Lets track back to the Premiership, the most capitalistic of sporting endeavours, where the laissez faire of high priced transfers, is not matched by the moribund coaching hierarchy at the top. Sir Alex Ferguson just celebrated his 70th year of existence and his 16th year as Man Utd's head coach. Look for no change any time soon because Sir Alex has stated his desire to coach for the next three years.
The streak of longevity is preserved by arch rivals Liverpool, who turned to 60 year old Kenny Dalglish, last summer in his second return to reverse their sliding fortunes. Arsenal despite all the divided fans last summer refused to even second guess 62 year old Arsene Wenger who in his 14th year stubbornly clings to power and will probably retire from that club. Before Chelsea reposed faith in 34 year old Andre Villas- Boas, the club had gone through Carlo Ancelotti, Guus Hiddink, Phil Scolari and Avram Grant, a pantheon of greybeards. City has done better turning to Roberto Mancini since their Abu Dhabi takeover. However, this cannot be construed as some injection of risk taking. The influx of international talent opened up by paying top prices would have to be matched by a top coach.

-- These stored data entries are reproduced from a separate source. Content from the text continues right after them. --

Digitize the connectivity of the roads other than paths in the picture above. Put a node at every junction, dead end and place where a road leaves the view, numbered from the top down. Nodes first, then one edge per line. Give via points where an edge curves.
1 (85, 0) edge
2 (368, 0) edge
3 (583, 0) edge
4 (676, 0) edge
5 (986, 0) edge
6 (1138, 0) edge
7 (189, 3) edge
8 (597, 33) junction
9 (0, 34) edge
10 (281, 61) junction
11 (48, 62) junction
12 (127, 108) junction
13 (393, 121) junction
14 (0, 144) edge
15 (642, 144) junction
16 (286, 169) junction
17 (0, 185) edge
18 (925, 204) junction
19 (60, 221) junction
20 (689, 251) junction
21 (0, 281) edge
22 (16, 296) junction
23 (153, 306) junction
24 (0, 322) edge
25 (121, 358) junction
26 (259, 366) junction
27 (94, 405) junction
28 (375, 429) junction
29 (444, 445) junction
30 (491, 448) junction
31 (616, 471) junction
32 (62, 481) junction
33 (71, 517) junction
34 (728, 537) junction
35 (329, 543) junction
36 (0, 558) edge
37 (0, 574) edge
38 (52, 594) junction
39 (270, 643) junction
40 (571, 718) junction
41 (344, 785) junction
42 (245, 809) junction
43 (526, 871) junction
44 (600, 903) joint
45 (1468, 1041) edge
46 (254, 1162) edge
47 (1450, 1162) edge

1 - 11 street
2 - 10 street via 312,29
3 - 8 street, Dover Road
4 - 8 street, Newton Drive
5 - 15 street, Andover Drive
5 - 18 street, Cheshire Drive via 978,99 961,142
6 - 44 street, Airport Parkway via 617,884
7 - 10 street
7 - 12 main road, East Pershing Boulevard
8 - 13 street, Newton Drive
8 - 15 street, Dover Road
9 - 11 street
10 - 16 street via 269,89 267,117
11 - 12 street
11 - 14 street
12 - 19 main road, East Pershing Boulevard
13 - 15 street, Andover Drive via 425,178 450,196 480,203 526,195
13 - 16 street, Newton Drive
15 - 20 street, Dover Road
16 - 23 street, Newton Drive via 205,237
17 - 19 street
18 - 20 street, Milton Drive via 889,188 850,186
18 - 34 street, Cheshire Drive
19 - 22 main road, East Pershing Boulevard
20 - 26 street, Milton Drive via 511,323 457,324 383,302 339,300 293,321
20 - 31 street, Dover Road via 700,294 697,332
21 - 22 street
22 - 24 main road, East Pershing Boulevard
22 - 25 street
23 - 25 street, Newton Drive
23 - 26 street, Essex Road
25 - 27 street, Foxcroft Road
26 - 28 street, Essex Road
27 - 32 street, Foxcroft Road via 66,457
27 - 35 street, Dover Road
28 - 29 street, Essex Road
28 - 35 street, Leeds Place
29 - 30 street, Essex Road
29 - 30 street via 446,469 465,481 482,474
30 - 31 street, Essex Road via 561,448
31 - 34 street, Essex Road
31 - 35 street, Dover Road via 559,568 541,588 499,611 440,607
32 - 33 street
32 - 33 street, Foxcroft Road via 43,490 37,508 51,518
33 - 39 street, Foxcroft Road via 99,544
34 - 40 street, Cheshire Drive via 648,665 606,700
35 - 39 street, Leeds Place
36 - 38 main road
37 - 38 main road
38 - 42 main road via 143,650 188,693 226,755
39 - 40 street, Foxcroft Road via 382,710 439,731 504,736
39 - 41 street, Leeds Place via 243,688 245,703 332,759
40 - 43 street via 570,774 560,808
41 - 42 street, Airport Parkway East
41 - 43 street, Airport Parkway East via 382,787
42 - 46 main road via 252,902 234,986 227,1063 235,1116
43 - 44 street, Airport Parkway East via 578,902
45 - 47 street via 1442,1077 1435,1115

Mike Tomlin embodies the Steelers penchant for hiring 30s something coaches as well as the progressive values of their owners, the Rooneys, who instituted the Rooney Rule. The Steelers have maintained their status as one of the most consistent performers in league history over the years.
That however was not the case with Payton and Harbaugh, brought on board to rejuvenate two struggling franchises. Payton, the Dallas Cowboys quarterback coach, not exactly in their glory years, was hired by the Saints in 2006. He was able to reverse a 3-13 record the year and led them to the playoffs. The 49ers gave their vote of confidence to Harbaugh, who spent 7 years coaching varsity teams, first at University of California, San Diego, and then Stanford. Success at college level is no prognosticator of a successful transition to the NFL with Steve Spurrier and Nick Saban as leading examples. The Lions, long held as the poster boys of sporting futility turned to 45 year old Jim Schwartz, who spent many years as the Titans defensive coordinator and under him made steady improvement capping this season with a playoff appearance, their first since 1999. Their future looks quite bullish.

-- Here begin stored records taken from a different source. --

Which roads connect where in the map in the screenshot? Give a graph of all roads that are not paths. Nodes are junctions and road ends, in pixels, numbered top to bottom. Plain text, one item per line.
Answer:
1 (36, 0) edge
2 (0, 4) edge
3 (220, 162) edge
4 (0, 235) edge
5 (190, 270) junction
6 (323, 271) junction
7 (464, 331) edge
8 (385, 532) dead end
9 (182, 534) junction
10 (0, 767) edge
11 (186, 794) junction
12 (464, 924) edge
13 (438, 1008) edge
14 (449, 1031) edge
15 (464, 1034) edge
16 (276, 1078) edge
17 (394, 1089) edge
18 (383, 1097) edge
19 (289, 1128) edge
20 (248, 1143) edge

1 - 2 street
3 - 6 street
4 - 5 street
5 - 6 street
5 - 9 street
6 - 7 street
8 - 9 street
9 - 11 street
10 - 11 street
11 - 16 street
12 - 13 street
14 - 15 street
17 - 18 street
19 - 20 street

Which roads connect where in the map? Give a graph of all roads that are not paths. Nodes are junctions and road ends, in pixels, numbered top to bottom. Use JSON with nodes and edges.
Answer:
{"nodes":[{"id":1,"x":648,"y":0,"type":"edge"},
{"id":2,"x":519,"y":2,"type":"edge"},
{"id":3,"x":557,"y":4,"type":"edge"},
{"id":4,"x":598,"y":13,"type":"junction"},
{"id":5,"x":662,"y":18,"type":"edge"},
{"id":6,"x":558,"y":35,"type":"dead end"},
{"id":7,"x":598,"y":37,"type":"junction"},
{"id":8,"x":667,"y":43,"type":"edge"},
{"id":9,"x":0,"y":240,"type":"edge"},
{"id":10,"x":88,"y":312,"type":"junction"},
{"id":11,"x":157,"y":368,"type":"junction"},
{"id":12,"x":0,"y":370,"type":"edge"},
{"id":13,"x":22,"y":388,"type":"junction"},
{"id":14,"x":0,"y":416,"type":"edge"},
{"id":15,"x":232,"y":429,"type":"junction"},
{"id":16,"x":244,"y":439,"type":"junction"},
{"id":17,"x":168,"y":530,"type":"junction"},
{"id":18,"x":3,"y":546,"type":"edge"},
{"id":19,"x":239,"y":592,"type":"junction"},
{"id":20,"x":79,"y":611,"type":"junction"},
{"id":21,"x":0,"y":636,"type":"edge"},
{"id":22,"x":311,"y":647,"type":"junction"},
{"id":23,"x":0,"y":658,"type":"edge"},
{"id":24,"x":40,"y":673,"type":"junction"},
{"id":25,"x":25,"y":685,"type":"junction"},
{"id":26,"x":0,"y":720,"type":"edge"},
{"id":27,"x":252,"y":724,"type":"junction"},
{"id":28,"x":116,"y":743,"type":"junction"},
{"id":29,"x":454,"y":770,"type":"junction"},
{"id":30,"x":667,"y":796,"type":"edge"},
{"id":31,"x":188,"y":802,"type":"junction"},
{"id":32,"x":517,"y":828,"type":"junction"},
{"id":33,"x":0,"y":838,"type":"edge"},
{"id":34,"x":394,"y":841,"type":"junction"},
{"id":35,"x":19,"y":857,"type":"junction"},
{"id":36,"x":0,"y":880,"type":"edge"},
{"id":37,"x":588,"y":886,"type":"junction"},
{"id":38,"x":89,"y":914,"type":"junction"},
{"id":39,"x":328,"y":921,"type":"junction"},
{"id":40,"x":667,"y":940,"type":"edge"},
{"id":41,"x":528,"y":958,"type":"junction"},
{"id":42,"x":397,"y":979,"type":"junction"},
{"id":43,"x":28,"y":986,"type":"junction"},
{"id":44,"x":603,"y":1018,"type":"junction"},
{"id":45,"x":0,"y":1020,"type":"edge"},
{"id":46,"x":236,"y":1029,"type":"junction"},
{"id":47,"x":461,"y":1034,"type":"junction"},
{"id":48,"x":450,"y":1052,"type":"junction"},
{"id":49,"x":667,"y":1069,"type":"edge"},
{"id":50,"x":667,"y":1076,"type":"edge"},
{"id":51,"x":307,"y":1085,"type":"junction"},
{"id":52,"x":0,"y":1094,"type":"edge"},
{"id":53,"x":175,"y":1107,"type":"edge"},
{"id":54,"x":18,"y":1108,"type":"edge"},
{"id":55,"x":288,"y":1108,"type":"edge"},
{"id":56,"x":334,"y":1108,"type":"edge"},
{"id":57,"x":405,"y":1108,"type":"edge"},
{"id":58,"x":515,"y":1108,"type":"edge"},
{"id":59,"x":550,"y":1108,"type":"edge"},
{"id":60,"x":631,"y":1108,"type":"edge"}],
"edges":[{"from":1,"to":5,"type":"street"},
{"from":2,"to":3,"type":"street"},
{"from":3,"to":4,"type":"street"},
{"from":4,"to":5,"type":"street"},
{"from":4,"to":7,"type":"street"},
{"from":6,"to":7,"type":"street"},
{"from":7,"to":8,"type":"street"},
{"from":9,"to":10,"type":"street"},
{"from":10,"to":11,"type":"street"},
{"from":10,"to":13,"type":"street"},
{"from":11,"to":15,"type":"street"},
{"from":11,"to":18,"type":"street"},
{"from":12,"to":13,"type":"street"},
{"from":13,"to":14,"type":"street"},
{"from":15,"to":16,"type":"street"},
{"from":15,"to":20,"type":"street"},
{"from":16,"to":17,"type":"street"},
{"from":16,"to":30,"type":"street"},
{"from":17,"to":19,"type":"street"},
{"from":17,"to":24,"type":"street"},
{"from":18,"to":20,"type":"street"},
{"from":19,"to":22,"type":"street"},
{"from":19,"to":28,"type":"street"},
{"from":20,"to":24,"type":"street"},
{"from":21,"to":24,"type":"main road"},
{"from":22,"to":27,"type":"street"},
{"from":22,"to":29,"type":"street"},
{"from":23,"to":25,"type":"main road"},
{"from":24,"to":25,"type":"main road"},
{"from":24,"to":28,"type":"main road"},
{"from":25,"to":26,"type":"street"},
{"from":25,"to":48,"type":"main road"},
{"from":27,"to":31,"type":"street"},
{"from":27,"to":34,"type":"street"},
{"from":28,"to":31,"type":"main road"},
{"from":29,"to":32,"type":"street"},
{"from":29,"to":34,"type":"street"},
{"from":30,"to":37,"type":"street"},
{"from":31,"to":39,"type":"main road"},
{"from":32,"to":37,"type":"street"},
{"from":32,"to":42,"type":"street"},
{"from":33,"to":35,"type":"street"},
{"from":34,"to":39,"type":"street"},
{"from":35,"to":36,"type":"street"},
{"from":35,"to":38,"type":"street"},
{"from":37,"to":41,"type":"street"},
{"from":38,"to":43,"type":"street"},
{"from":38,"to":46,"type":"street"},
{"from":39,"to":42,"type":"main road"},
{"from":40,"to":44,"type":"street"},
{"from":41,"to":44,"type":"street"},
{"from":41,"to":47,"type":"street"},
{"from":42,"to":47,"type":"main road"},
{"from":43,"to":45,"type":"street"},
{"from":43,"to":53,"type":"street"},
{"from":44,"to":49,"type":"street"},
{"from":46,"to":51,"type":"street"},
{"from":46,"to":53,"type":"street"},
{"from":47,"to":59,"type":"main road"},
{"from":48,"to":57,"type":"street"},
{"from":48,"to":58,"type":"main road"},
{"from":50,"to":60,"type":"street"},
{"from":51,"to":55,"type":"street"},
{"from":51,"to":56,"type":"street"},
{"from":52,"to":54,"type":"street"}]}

There are of course exceptions to the ageism in soccer. La Liga is consumed by the presence of two young, two very successful coaches who have earned every title under the sun but in the process created neither the animation nor the resurgence in the rest of the league which lives in a existential void created by Real and Barcelona. Jose Mourinho has never created a team and Pep Guardiola has no experience playing in a system that was not Barca. These are not exactly risk takers.

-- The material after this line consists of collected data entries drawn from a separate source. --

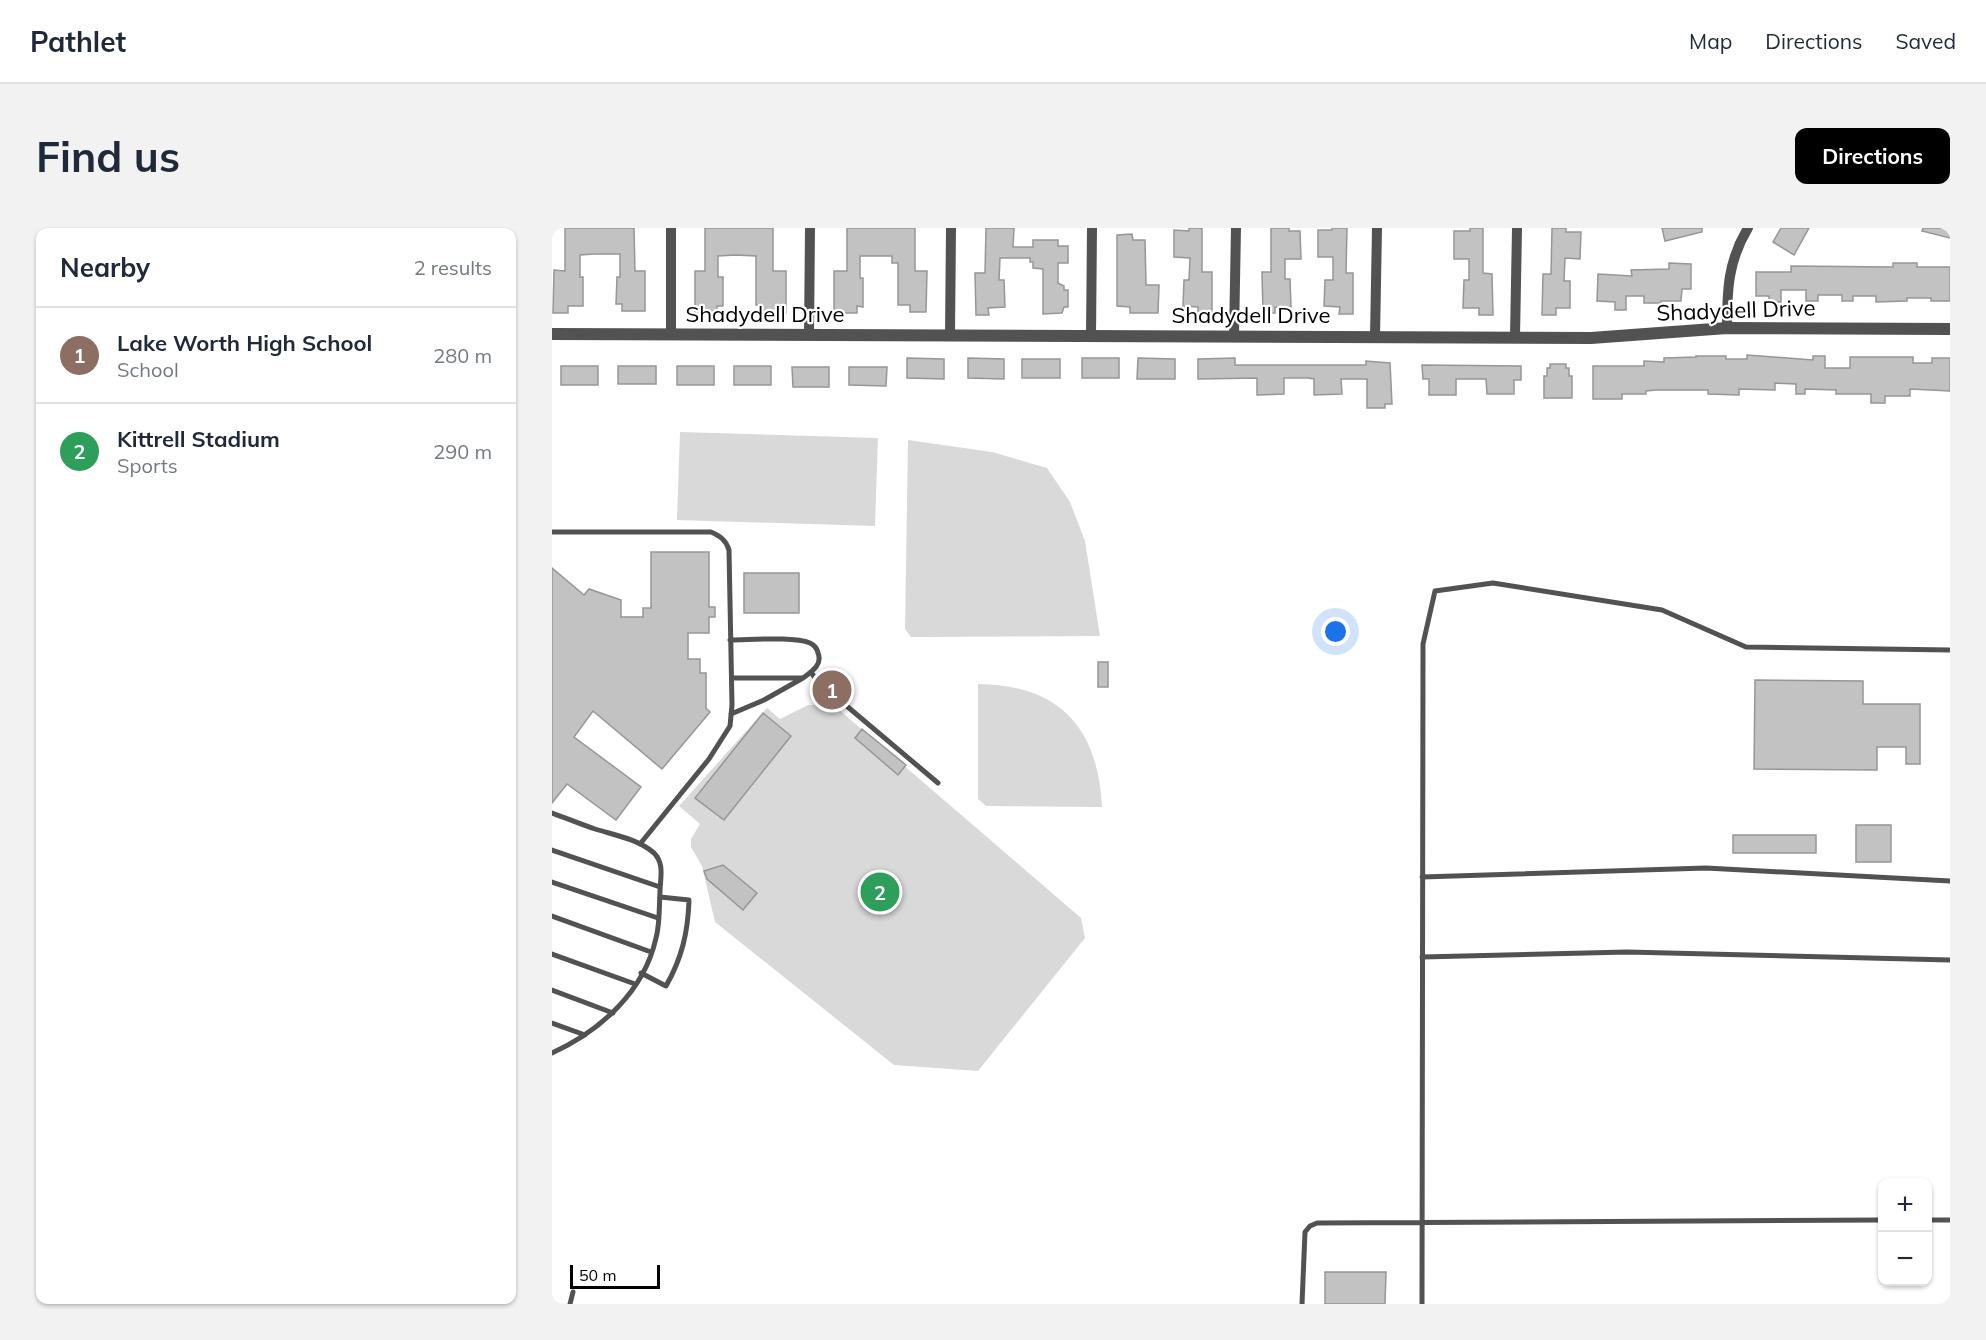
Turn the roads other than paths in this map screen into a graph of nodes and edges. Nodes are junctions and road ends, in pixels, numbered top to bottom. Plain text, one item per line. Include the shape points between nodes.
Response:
1 (671, 228) edge
2 (810, 228) edge
3 (951, 228) edge
4 (1092, 228) edge
5 (1236, 228) edge
6 (1377, 228) edge
7 (1517, 228) edge
8 (1748, 228) edge
9 (1726, 328) junction
10 (1950, 329) edge
11 (552, 334) edge
12 (671, 334) junction
13 (809, 335) junction
14 (950, 335) junction
15 (1091, 336) junction
16 (1234, 336) junction
17 (1375, 337) junction
18 (1515, 337) junction
19 (552, 532) edge
20 (730, 640) junction
21 (1950, 650) edge
22 (811, 672) junction
23 (732, 678) junction
24 (803, 678) junction
25 (731, 714) junction
26 (939, 783) dead end
27 (552, 813) edge
28 (640, 844) junction
29 (552, 849) edge
30 (1422, 877) junction
31 (1950, 881) edge
32 (552, 882) edge
33 (660, 887) junction
34 (660, 897) junction
35 (552, 916) edge
36 (658, 918) junction
37 (651, 952) junction
38 (552, 954) edge
39 (1422, 957) junction
40 (1950, 960) edge
41 (641, 973) junction
42 (635, 984) junction
43 (552, 990) edge
44 (613, 1013) junction
45 (552, 1023) edge
46 (585, 1035) junction
47 (552, 1053) edge
48 (1878, 1220) edge
49 (1932, 1220) edge
50 (1950, 1220) edge
51 (1422, 1223) junction
52 (573, 1292) dead end
53 (570, 1304) edge
54 (1302, 1304) edge
55 (1422, 1304) edge

1 - 12 street
2 - 13 street
3 - 14 street
4 - 15 street
5 - 16 street
6 - 17 street
7 - 18 street
8 - 9 street via 1732,261
9 - 10 street, Shadydell Drive
9 - 18 street, Shadydell Drive via 1591,338
11 - 12 street, Shadydell Drive
12 - 13 street, Shadydell Drive
13 - 14 street, Shadydell Drive
14 - 15 street, Shadydell Drive
15 - 16 street, Shadydell Drive
16 - 17 street, Shadydell Drive
17 - 18 street, Shadydell Drive
19 - 20 lane via 693,531 720,536 729,550
20 - 22 lane via 801,640 812,644 820,658
20 - 23 lane
21 - 30 lane via 1746,646 1662,610 1493,583 1435,591 1423,644
22 - 24 lane
22 - 26 lane
23 - 24 lane
23 - 25 lane
24 - 25 lane
25 - 28 lane via 730,726 709,759
27 - 28 lane
28 - 33 lane via 656,855 662,869
29 - 33 lane
30 - 31 lane via 1706,868
30 - 39 lane
32 - 36 lane
33 - 34 lane
34 - 36 lane
34 - 41 lane via 689,900 688,930 676,969 666,986
35 - 37 lane
36 - 37 lane
37 - 41 lane
38 - 42 lane
39 - 40 lane via 1628,952
39 - 51 lane
41 - 42 lane
42 - 44 lane
43 - 44 lane
44 - 46 lane
45 - 46 lane
46 - 47 lane
48 - 51 lane
49 - 50 lane
51 - 54 lane via 1310,1226 1304,1240
51 - 55 lane
52 - 53 lane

In the Premiership when there is a vacancy the usual roster of names are circulated. Sunderland turned to Martin O' Neill who has had a long track record with Celtic and Aston Villa. And QPR snapped up Mark Hughes, the former Blackburn and City coach. Today, a bright refreshing Swans side under Brendan Rogers beat Arsenal. But do not look to City or United to snap up the 38 year old should Mancini fail to get them the Premiership or Sir Alex retire tomorrow. The bottom line remains with all the money in professional soccer increasing the mountains of debt, there is less chances of clubs thinking outside the box when it comes to hiring new coaching talent.